Where a line in the listing below contains the word "Παρασκευής", copy that line.
:::::
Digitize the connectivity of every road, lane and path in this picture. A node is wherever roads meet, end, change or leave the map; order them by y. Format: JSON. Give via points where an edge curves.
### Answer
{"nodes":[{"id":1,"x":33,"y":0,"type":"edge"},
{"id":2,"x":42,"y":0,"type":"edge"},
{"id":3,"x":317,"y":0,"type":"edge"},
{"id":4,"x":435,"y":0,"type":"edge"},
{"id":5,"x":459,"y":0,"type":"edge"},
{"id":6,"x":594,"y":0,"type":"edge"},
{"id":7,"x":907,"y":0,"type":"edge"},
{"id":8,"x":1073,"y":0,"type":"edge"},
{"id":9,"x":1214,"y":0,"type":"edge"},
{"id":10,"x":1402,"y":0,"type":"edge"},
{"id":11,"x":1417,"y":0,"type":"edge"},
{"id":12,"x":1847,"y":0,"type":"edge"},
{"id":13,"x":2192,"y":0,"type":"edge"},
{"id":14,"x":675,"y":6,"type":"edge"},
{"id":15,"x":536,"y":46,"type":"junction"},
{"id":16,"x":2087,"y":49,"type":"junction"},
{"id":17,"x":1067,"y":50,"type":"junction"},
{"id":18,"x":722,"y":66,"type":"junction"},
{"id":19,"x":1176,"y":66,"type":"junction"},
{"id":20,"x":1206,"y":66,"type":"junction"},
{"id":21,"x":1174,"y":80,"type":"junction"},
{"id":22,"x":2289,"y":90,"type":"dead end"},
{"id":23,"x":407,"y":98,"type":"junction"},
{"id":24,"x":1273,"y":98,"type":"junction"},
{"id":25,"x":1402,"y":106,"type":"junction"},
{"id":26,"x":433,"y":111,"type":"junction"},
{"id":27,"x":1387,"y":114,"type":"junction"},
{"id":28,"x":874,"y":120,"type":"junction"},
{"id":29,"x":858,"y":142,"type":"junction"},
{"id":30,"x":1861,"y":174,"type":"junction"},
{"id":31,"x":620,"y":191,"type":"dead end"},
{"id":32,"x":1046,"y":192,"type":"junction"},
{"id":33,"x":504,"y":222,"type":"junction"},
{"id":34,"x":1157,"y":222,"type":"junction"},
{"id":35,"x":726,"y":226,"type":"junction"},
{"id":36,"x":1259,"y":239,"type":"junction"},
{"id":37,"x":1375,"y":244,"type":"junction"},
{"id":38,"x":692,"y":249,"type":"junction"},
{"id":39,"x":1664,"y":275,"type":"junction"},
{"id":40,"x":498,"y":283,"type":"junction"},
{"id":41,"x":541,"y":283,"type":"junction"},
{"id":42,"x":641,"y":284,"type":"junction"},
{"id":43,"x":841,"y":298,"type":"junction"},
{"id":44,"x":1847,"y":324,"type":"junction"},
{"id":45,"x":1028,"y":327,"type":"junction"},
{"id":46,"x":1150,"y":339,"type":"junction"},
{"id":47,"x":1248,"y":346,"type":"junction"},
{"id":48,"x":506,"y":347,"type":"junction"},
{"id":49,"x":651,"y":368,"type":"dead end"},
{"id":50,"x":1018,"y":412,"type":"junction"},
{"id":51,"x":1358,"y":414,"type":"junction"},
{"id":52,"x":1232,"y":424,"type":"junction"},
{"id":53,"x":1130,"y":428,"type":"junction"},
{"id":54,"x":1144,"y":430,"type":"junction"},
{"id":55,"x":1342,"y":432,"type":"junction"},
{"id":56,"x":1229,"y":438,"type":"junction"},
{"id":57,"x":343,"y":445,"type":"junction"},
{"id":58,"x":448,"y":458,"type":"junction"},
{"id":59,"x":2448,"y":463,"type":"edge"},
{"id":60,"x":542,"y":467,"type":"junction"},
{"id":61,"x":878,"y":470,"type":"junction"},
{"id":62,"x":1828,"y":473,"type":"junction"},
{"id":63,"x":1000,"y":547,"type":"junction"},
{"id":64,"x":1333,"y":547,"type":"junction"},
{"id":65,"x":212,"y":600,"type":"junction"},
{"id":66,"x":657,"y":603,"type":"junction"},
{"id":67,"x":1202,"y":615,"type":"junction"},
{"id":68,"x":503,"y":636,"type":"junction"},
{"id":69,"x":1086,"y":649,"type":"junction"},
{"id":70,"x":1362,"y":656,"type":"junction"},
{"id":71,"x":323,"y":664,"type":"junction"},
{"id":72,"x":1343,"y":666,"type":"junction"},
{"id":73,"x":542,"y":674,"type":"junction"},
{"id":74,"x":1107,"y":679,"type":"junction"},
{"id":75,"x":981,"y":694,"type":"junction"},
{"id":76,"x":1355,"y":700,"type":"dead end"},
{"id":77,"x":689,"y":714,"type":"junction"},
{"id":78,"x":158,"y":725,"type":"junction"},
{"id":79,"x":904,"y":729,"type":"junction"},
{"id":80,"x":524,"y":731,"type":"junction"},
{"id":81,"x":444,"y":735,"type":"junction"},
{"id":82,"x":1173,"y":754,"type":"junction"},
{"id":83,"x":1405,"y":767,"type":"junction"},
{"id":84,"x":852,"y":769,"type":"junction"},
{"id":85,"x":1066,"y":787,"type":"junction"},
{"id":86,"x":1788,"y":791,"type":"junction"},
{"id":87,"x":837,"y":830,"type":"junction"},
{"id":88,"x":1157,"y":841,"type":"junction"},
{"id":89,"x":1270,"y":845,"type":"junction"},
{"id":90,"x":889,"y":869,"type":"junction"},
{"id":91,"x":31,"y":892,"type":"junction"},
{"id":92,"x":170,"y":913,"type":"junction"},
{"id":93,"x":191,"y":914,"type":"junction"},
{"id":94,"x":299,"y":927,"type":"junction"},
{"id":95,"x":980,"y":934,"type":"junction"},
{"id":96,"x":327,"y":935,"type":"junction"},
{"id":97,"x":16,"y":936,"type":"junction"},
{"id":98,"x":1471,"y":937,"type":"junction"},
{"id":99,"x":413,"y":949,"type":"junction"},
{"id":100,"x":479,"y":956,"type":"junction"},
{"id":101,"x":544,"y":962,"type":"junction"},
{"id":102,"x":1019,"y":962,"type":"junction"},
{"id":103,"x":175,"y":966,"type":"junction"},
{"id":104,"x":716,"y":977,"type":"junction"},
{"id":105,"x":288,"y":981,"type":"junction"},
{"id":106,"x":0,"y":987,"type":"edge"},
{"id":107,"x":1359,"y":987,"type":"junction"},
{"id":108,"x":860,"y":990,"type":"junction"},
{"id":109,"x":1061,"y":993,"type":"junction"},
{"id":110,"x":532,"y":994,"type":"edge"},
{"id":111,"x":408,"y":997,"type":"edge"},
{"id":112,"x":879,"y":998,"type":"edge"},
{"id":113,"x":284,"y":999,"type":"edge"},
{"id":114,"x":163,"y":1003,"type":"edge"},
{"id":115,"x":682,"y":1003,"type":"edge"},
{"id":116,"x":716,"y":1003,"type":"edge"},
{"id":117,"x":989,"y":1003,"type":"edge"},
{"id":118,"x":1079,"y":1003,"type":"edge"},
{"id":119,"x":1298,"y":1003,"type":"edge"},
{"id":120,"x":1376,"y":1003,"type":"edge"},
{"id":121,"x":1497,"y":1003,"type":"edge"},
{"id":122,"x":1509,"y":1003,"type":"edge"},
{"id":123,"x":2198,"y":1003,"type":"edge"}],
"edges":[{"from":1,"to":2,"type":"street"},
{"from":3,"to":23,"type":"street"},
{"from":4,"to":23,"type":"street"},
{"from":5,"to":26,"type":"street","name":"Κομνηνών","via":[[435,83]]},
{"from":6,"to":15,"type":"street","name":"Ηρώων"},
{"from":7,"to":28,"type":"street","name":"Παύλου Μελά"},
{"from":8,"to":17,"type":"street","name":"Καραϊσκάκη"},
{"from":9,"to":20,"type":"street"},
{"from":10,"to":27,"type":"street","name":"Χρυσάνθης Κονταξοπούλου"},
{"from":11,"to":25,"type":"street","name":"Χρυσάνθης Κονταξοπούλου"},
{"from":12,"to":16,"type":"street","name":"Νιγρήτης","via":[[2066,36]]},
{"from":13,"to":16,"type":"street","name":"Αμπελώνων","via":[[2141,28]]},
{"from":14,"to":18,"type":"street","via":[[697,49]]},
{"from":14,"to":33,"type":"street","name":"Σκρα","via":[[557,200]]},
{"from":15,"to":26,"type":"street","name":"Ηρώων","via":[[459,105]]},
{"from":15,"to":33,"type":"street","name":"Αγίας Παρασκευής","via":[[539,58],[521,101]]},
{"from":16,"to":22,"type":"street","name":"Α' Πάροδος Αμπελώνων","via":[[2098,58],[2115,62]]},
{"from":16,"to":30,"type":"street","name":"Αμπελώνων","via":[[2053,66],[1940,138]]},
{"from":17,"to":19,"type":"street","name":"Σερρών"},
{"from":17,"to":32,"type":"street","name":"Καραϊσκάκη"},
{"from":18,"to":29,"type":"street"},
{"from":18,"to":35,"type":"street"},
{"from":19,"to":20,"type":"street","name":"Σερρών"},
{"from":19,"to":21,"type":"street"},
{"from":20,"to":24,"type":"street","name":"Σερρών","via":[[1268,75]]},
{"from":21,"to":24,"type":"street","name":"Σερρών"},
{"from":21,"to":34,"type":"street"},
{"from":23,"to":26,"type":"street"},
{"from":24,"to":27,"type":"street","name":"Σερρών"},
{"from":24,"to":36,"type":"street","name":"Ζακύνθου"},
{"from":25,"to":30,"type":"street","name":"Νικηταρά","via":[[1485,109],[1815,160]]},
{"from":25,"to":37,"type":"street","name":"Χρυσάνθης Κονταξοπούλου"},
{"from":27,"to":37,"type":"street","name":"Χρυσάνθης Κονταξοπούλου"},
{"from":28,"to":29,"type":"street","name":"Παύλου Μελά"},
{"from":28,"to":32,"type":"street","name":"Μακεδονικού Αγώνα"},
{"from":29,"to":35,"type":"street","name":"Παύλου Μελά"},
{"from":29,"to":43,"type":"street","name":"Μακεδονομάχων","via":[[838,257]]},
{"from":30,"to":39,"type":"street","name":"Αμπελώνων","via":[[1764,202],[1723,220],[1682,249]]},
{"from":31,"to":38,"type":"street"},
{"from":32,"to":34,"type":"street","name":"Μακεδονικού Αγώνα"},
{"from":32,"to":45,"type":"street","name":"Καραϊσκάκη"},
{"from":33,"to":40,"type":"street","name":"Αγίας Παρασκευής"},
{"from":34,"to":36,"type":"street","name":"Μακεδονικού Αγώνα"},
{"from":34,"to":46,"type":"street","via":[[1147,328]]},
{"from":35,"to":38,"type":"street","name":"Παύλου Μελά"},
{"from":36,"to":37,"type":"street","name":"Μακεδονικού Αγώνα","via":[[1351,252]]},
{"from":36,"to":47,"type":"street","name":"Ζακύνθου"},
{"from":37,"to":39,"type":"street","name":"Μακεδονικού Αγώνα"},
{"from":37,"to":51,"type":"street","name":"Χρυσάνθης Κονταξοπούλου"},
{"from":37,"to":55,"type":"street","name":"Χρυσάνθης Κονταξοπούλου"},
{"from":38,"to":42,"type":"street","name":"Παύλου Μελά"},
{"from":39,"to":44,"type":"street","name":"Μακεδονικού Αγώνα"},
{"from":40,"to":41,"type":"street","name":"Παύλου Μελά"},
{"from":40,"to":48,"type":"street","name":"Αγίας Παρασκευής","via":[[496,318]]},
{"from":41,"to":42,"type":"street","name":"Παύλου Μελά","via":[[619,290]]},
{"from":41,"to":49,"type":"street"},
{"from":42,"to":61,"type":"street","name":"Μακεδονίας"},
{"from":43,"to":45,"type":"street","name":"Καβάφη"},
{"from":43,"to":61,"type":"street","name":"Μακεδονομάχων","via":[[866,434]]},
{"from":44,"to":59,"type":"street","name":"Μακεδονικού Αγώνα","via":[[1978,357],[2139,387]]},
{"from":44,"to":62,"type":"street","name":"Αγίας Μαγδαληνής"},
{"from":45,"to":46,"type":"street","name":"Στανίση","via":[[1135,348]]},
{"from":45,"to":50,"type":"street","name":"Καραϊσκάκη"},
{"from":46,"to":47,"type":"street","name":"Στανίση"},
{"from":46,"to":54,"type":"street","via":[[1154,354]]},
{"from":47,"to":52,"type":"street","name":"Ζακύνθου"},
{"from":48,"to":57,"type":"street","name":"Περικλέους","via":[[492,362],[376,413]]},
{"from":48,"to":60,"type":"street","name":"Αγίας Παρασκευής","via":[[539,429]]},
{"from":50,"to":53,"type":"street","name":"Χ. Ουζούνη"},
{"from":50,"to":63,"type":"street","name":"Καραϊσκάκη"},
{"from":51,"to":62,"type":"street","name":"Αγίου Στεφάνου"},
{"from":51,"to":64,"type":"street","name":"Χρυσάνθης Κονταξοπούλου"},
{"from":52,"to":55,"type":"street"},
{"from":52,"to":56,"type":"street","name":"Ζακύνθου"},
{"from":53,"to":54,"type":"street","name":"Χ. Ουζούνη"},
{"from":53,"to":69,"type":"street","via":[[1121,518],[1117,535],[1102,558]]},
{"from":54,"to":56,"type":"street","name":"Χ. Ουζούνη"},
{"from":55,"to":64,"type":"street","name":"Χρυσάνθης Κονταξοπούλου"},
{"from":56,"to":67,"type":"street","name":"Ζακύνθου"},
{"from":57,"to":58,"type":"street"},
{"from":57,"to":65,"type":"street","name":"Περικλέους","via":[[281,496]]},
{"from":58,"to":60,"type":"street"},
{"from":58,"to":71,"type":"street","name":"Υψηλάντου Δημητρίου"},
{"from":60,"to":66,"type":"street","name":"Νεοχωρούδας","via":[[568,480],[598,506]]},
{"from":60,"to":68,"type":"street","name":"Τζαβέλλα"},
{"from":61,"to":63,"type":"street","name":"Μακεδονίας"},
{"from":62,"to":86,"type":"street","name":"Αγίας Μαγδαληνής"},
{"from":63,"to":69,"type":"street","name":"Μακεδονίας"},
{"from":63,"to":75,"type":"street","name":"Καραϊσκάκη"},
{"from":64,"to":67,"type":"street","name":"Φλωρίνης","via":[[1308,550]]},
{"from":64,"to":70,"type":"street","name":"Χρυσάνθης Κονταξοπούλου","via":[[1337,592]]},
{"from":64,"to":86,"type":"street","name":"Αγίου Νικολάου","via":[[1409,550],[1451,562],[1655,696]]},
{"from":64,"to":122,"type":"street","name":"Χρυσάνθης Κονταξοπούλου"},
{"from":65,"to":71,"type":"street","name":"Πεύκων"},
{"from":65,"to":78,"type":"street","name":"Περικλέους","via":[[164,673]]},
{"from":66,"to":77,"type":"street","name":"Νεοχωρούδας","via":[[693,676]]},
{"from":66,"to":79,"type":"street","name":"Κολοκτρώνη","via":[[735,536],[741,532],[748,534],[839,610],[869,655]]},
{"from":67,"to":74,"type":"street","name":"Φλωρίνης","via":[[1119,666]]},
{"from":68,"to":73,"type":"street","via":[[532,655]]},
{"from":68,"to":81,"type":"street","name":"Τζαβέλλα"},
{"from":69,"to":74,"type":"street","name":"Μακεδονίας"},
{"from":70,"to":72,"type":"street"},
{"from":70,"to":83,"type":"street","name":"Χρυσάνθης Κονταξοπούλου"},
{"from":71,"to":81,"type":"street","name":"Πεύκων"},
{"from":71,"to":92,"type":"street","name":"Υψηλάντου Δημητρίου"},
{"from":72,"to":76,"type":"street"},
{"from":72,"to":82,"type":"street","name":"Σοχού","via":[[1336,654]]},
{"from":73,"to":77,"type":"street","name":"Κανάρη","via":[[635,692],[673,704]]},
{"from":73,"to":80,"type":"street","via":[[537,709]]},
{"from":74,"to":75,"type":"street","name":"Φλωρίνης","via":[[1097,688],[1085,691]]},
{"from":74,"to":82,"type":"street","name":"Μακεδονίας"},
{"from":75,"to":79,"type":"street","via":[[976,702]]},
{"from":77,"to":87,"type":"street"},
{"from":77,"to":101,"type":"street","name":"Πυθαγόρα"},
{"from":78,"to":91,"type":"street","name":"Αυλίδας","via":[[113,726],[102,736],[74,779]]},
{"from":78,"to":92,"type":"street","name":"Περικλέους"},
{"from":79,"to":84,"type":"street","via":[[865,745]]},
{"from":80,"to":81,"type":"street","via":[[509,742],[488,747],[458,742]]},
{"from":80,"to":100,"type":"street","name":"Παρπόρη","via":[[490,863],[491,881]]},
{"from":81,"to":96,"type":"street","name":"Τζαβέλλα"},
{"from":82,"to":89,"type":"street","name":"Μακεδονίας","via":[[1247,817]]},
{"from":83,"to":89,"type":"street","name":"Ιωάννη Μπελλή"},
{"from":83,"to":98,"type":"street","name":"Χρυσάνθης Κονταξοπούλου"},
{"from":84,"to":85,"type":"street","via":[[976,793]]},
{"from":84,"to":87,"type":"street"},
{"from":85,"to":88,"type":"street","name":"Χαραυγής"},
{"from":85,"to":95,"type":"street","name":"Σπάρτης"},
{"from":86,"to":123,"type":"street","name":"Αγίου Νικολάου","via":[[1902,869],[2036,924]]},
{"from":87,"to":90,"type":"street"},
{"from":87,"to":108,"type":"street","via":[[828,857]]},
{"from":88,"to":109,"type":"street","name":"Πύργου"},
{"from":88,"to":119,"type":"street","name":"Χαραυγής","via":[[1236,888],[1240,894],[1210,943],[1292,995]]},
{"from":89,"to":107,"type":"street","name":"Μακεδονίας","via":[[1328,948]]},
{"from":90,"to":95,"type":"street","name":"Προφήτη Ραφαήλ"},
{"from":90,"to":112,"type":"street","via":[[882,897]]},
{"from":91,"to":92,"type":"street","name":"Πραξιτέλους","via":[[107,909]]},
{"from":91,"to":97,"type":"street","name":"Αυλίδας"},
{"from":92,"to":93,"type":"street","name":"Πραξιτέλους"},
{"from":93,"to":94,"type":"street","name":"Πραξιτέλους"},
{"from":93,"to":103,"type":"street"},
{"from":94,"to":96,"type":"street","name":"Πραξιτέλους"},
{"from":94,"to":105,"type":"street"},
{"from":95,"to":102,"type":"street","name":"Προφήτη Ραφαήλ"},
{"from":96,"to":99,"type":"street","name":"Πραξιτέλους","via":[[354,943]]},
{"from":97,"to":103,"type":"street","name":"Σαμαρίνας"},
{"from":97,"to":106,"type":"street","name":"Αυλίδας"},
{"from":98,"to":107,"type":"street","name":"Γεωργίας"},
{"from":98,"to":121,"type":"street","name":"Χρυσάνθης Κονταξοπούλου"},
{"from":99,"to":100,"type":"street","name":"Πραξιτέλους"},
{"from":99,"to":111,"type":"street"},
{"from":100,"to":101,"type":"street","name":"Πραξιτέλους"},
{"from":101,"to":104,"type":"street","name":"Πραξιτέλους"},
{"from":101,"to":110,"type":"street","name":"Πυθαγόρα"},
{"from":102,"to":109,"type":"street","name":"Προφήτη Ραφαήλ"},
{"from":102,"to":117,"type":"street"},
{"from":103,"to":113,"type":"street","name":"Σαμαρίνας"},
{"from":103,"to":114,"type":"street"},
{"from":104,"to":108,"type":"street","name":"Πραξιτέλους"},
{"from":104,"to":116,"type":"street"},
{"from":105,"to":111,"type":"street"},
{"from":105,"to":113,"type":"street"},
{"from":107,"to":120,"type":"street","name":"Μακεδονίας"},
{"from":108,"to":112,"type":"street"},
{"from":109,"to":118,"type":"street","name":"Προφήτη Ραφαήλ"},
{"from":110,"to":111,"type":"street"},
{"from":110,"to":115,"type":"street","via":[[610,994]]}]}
:::::
• [EXERCISE SOLUTION]
{"from":15,"to":33,"type":"street","name":"Αγίας Παρασκευής","via":[[539,58],[521,101]]},
{"from":33,"to":40,"type":"street","name":"Αγίας Παρασκευής"},
{"from":40,"to":48,"type":"street","name":"Αγίας Παρασκευής","via":[[496,318]]},
{"from":48,"to":60,"type":"street","name":"Αγίας Παρασκευής","via":[[539,429]]},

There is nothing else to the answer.